During a debate on the speech on 15 November, a Scottish National Party proposed amendment calling for the government to call for a ceasefire in the Gaza war was defeated 294–125. Ten members of the Labour frontbench, including eight shadow ministers, left their positions in order to support the amendment, with a total of 56 Labour MPs defying the whip to vote in favour of it.

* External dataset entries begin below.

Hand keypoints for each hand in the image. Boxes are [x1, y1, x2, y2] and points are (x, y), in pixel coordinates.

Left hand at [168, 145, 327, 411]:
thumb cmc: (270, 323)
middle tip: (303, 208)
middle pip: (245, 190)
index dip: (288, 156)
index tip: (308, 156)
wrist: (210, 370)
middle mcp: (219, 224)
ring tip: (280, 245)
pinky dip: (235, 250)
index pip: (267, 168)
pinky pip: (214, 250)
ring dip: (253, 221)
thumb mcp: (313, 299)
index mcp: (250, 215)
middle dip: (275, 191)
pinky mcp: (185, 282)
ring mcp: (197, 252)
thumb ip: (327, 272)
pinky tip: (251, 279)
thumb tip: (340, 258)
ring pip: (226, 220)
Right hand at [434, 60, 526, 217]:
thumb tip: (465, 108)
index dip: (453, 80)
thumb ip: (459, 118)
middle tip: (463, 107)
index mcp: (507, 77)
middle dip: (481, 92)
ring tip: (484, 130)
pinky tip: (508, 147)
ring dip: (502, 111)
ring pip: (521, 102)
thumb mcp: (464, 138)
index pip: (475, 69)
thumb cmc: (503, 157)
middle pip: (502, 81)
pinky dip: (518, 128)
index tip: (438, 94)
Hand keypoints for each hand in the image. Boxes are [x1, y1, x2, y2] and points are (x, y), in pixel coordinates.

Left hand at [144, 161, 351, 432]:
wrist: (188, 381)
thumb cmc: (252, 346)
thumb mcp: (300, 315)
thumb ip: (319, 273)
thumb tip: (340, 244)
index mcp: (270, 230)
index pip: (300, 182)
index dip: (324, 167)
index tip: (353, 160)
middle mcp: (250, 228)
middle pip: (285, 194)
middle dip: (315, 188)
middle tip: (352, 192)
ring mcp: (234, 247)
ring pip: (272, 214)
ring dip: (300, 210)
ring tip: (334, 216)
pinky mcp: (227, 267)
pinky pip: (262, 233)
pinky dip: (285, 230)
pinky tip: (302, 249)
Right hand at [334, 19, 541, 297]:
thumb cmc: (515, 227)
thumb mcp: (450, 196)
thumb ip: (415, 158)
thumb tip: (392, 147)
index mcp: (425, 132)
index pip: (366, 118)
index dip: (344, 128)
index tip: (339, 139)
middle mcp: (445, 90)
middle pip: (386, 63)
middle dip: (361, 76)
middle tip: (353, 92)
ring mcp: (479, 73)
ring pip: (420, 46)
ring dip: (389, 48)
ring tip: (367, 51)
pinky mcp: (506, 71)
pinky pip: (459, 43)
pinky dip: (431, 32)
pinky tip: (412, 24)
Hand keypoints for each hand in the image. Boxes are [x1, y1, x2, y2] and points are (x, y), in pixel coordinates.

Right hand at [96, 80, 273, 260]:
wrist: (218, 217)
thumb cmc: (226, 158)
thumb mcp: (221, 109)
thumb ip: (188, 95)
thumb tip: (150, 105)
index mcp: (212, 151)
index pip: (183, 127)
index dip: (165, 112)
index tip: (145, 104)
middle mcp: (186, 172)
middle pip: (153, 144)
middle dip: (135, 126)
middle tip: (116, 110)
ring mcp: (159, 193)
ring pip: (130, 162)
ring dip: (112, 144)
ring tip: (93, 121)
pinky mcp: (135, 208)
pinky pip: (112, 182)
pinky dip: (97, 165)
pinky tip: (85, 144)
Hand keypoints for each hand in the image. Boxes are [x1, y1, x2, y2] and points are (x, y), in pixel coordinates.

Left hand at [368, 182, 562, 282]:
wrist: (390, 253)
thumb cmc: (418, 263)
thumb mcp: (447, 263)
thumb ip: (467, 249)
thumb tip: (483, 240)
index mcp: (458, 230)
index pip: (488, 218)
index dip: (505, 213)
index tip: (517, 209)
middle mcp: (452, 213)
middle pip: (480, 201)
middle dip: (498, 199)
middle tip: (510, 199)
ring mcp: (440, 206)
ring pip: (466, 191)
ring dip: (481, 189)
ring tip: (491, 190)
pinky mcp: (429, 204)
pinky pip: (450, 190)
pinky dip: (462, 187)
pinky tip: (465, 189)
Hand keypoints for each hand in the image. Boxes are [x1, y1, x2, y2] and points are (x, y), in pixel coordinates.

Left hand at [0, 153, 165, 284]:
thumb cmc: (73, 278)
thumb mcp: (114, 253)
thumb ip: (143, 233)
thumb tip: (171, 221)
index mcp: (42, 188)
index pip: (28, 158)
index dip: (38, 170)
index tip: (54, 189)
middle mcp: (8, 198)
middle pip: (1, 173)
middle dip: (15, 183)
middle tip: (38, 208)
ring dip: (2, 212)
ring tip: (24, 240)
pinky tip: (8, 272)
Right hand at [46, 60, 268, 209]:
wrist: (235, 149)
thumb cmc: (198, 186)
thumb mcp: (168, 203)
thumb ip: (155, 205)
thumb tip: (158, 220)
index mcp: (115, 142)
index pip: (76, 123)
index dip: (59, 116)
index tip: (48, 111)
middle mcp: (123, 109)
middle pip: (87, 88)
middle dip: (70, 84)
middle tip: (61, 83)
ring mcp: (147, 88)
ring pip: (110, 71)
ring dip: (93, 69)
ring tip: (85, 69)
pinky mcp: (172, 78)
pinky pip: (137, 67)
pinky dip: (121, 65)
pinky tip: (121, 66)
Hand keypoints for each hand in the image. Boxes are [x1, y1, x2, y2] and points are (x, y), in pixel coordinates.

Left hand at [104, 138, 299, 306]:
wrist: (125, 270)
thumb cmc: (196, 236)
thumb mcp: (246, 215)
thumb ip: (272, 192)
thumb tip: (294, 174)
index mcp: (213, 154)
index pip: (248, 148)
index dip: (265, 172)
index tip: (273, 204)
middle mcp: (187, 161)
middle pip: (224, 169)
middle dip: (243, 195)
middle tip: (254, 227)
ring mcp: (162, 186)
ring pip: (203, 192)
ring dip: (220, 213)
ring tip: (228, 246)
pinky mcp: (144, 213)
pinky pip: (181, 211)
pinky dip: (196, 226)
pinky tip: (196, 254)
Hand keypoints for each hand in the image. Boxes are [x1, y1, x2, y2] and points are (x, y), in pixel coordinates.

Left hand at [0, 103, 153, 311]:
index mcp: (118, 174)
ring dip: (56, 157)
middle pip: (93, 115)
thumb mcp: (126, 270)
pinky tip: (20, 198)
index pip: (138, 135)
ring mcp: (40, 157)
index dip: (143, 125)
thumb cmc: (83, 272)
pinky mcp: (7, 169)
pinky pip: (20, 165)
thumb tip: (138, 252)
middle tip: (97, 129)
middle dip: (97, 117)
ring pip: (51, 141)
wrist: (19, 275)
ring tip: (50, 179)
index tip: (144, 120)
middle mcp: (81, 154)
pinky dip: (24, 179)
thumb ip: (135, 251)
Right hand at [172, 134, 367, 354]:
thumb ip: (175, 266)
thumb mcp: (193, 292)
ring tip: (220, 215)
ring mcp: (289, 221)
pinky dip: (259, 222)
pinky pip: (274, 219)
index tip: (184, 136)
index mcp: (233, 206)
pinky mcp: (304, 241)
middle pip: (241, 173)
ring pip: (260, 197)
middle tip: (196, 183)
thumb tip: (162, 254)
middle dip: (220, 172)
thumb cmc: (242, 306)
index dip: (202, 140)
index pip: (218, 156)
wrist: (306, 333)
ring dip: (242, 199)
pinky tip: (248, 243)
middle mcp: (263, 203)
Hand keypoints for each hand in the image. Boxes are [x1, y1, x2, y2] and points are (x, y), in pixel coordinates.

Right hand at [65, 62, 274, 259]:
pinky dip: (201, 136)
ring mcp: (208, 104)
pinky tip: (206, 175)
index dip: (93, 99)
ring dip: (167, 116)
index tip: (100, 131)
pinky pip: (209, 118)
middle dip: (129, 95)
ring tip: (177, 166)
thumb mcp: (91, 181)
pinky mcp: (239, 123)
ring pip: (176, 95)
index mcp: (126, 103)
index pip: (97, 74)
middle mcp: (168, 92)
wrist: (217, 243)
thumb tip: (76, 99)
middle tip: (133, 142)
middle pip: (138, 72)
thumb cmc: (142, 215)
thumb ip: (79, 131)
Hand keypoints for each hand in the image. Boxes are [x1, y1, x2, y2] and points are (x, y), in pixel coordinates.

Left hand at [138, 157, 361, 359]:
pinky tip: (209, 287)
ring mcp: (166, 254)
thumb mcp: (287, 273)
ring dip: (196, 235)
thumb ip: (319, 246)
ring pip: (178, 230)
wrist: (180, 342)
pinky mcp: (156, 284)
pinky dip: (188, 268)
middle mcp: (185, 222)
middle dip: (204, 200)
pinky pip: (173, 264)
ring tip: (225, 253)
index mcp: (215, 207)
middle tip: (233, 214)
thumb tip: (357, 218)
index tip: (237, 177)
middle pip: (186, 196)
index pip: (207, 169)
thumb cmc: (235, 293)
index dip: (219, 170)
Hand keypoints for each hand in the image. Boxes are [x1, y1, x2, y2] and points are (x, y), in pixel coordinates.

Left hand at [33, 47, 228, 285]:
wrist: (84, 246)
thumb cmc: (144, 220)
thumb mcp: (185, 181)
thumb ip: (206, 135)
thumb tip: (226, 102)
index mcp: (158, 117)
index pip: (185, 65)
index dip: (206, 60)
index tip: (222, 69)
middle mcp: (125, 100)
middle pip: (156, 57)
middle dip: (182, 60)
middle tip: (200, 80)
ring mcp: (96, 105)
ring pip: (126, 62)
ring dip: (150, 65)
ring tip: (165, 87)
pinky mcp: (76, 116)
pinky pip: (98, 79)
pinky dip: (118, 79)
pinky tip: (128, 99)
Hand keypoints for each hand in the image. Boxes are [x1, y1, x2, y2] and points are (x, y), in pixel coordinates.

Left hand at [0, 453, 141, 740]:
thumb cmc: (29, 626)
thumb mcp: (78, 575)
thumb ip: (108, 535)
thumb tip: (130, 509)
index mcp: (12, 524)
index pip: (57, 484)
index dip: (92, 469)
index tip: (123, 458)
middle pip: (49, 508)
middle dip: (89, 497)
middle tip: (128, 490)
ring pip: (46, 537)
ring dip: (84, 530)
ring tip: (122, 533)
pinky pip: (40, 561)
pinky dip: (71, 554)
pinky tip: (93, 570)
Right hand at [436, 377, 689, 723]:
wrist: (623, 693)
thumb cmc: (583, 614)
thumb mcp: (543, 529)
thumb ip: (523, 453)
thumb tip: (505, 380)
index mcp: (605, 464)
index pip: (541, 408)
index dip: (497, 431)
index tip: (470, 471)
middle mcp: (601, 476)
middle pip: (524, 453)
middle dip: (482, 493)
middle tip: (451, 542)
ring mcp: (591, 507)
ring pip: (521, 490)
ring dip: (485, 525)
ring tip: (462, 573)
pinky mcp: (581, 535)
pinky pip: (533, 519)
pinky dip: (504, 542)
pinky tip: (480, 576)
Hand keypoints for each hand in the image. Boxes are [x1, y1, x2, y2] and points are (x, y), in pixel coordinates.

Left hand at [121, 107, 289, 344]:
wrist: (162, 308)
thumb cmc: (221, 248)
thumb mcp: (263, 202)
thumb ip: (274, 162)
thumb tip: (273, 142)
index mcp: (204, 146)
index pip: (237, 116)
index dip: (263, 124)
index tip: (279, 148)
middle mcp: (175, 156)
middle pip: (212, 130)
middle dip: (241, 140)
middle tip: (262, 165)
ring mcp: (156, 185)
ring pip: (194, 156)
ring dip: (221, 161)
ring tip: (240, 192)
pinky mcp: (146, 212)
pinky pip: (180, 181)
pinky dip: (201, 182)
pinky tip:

The Leasehold and Freehold Bill, introduced into Parliament on 27 November, did not include a ban on the sale of new leasehold houses as outlined in the King's Speech, with the UK government saying it would introduce the ban through an amendment later in the bill's process. Labour accused the government of watering down the legislation and failing to match their original commitment. Campaigners, Labour and some Conservative MPs called for the ban to be extended to flats, but Baroness Joanna Penn, a minister in the Department for Levelling Up, Housing and Communities, said the situation for flats was "more complicated".

The Tobacco and Vapes Bill was abandoned after Sunak called the 2024 general election, but was revived by the succeeding Government of Keir Starmer and announced as part of Labour's legislative programme during the 2024 State Opening of Parliament.